• **WHAT IS BEING ASKED**
Lines that contain the string "Queen" are the ones to list; copy all of them from the records.
*** Opening of RECORD EXTRACTS ***
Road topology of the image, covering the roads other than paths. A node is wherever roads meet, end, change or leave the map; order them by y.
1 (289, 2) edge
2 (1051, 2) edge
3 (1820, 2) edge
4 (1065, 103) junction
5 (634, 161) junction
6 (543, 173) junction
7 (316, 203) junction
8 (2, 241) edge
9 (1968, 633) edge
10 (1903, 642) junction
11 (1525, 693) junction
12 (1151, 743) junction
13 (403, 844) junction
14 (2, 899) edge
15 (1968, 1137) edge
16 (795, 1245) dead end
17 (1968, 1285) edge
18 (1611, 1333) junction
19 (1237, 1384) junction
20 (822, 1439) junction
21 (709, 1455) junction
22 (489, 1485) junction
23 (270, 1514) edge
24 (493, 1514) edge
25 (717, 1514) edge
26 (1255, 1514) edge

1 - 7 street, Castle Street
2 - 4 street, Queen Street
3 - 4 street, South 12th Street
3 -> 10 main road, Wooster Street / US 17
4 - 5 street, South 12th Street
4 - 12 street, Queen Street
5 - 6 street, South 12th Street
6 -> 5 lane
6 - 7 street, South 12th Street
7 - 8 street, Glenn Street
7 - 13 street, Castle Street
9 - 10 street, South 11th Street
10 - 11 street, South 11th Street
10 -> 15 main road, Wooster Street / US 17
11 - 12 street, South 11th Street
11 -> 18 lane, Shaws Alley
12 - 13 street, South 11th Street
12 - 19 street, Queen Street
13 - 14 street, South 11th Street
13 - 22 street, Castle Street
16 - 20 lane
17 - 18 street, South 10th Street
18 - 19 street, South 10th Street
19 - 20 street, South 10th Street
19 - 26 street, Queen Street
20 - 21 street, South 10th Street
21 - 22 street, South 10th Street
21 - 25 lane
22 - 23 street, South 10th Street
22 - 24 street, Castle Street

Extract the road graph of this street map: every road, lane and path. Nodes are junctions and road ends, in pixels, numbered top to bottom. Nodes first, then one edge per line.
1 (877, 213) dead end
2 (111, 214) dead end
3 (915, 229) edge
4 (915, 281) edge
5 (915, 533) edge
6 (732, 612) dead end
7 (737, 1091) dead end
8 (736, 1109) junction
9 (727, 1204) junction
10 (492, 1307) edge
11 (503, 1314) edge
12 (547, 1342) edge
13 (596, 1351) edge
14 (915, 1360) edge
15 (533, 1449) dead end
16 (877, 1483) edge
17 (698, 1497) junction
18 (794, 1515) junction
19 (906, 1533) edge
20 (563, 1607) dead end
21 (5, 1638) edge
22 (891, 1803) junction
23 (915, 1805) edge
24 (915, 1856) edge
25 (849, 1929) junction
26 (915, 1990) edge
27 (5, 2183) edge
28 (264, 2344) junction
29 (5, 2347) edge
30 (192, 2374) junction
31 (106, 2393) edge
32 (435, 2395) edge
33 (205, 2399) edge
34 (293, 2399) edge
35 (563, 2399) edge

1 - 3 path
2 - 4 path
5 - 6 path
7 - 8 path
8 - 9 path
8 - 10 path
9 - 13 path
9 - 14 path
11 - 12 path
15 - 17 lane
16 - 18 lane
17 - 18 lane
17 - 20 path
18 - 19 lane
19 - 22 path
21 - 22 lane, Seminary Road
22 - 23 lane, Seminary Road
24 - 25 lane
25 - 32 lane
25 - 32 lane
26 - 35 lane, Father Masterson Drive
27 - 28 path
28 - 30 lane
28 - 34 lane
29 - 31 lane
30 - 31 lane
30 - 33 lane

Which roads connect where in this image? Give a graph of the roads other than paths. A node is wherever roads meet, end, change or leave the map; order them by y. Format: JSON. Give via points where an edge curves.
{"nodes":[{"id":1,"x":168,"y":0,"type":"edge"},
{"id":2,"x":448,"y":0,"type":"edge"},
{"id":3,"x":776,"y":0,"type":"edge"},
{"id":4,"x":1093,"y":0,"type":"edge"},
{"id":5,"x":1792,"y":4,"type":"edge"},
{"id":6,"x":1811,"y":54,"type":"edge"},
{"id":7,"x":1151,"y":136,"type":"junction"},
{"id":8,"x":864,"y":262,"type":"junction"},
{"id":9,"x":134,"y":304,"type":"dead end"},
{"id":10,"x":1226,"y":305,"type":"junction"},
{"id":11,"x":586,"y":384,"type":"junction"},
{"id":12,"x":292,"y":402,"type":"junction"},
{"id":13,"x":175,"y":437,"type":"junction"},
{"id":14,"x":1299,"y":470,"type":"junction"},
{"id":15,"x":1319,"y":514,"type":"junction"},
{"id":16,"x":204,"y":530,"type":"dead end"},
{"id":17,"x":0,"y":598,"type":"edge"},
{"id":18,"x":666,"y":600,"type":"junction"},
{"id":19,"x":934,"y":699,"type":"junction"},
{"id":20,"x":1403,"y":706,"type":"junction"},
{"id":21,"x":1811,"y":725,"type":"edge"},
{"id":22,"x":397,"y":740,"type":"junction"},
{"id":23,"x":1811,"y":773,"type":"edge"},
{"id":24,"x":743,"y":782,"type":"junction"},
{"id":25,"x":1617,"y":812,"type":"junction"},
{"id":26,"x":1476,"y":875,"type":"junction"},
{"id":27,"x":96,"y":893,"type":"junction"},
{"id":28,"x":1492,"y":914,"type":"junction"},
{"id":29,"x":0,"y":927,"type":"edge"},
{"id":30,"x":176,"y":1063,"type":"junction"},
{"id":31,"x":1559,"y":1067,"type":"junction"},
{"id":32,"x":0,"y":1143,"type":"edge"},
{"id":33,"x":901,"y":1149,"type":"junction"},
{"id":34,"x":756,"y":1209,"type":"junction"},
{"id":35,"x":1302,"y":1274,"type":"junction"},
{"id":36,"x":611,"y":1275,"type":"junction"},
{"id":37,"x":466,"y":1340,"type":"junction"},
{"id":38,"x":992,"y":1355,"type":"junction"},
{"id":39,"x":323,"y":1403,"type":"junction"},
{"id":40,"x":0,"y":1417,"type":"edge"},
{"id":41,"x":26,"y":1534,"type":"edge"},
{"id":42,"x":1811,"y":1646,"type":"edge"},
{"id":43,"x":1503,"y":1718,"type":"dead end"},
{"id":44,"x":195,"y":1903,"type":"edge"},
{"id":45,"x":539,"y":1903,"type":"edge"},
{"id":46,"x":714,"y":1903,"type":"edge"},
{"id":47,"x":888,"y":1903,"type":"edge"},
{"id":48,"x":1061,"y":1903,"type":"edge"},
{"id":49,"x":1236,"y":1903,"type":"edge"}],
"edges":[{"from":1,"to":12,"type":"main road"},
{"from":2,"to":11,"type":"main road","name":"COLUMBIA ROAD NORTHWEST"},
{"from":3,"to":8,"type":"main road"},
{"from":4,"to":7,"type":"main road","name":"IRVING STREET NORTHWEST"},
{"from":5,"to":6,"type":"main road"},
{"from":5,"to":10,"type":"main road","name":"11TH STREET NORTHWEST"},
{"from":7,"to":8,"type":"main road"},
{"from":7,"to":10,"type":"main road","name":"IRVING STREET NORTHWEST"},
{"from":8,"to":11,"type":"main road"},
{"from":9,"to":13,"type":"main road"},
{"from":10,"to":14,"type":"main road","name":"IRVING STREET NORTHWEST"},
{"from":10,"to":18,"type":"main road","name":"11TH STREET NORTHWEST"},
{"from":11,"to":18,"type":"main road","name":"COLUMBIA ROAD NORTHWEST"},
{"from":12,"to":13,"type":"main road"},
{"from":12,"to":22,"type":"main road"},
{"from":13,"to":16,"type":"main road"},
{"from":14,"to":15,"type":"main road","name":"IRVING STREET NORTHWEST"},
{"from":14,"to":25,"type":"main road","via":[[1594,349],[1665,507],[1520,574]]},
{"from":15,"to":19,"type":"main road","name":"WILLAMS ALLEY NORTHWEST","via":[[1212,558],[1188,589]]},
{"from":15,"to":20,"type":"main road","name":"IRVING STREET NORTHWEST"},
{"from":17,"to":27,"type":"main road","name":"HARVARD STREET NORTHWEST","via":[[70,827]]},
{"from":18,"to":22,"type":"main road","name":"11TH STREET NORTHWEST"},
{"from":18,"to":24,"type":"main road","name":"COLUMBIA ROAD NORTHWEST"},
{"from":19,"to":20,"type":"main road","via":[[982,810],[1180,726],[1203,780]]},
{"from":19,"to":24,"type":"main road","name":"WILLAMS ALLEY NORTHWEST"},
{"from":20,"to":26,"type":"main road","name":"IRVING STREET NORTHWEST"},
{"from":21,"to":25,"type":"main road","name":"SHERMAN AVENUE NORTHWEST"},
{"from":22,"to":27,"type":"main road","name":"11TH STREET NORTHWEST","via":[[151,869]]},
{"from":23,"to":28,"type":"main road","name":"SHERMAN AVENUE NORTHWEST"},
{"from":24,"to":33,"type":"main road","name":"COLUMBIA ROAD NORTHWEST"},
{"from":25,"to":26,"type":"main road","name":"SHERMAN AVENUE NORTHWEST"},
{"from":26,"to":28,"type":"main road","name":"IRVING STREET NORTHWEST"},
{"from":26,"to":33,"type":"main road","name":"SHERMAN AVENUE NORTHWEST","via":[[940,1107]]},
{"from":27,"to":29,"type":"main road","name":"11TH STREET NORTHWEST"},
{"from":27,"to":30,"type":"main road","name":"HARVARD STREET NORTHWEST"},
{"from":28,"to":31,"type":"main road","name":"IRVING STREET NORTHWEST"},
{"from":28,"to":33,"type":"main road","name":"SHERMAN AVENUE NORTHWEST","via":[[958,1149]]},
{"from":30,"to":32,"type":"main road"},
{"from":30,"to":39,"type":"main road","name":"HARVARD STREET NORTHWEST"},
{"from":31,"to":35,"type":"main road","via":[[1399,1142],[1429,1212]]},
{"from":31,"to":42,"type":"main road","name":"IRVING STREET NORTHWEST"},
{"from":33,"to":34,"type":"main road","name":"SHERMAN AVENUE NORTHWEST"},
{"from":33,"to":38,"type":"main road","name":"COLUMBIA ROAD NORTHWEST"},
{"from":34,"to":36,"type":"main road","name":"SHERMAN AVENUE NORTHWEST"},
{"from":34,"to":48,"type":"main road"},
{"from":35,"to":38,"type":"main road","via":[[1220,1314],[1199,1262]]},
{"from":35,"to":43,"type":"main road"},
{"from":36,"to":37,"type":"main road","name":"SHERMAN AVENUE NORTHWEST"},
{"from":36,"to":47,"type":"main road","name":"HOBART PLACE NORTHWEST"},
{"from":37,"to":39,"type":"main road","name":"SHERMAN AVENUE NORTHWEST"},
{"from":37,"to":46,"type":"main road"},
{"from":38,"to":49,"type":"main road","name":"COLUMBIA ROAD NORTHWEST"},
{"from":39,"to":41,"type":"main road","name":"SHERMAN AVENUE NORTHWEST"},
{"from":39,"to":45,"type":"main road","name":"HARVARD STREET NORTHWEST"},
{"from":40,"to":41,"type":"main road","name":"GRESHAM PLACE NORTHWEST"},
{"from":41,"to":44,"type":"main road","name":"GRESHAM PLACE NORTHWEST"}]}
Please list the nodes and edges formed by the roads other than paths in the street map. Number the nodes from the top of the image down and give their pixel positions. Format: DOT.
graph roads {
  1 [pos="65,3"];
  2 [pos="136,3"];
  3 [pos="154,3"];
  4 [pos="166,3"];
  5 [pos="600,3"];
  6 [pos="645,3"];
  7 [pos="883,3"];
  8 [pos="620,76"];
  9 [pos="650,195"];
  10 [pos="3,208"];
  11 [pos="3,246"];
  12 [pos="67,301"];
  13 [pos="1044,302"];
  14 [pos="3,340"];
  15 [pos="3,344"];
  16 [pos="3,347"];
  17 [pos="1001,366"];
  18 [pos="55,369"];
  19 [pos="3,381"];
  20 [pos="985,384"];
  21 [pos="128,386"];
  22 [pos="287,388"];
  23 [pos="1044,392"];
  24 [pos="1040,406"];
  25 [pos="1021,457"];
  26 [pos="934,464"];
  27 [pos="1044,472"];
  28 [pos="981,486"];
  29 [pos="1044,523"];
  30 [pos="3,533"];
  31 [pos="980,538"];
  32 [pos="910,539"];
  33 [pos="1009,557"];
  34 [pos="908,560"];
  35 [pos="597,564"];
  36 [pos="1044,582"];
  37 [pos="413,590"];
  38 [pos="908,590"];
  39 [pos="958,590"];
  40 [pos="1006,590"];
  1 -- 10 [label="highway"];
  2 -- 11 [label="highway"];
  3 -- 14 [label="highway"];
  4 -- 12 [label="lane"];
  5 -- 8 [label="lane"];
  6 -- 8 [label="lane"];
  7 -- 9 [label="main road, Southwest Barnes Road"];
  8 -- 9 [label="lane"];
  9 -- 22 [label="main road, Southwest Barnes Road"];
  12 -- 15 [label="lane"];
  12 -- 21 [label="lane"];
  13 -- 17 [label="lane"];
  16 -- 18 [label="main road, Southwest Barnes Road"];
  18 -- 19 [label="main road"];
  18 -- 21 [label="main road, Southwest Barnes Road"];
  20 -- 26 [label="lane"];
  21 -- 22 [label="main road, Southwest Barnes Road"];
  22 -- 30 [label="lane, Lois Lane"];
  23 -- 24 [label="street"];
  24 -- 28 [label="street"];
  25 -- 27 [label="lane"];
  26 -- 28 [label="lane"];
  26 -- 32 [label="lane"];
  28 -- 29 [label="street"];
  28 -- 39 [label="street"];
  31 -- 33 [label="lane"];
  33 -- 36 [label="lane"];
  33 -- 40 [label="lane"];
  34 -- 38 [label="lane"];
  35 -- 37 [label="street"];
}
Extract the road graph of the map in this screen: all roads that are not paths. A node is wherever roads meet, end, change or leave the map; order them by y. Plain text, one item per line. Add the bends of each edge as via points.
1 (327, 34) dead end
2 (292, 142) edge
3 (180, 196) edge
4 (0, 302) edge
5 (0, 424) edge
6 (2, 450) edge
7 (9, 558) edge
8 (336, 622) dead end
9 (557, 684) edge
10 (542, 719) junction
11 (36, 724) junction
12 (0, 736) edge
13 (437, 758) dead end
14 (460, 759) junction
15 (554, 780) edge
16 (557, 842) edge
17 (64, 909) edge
*** Close of RECORD EXTRACTS ***
• **RESPONSE BOX**
2 - 4 street, Queen Street
4 - 12 street, Queen Street
12 - 19 street, Queen Street
19 - 26 street, Queen Street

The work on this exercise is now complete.